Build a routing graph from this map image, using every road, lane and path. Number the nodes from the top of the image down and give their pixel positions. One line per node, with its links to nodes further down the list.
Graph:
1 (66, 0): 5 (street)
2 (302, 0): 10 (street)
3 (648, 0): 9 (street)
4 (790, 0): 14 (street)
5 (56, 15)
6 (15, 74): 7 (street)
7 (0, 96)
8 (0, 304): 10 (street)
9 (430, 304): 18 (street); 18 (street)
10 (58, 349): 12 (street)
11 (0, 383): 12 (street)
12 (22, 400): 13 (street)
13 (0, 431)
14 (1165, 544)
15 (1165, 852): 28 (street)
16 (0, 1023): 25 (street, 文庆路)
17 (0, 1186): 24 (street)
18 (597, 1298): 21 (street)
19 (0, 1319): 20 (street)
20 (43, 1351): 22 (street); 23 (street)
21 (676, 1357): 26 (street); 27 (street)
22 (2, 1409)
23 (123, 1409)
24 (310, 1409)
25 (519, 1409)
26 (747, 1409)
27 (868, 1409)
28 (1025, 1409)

Task instructions = Give the data again, exactly.

Solution to this exercise =
Build a routing graph from this map image, using every road, lane and path. Number the nodes from the top of the image down and give their pixel positions. One line per node, with its links to nodes further down the list.
Graph:
1 (66, 0): 5 (street)
2 (302, 0): 10 (street)
3 (648, 0): 9 (street)
4 (790, 0): 14 (street)
5 (56, 15)
6 (15, 74): 7 (street)
7 (0, 96)
8 (0, 304): 10 (street)
9 (430, 304): 18 (street); 18 (street)
10 (58, 349): 12 (street)
11 (0, 383): 12 (street)
12 (22, 400): 13 (street)
13 (0, 431)
14 (1165, 544)
15 (1165, 852): 28 (street)
16 (0, 1023): 25 (street, 文庆路)
17 (0, 1186): 24 (street)
18 (597, 1298): 21 (street)
19 (0, 1319): 20 (street)
20 (43, 1351): 22 (street); 23 (street)
21 (676, 1357): 26 (street); 27 (street)
22 (2, 1409)
23 (123, 1409)
24 (310, 1409)
25 (519, 1409)
26 (747, 1409)
27 (868, 1409)
28 (1025, 1409)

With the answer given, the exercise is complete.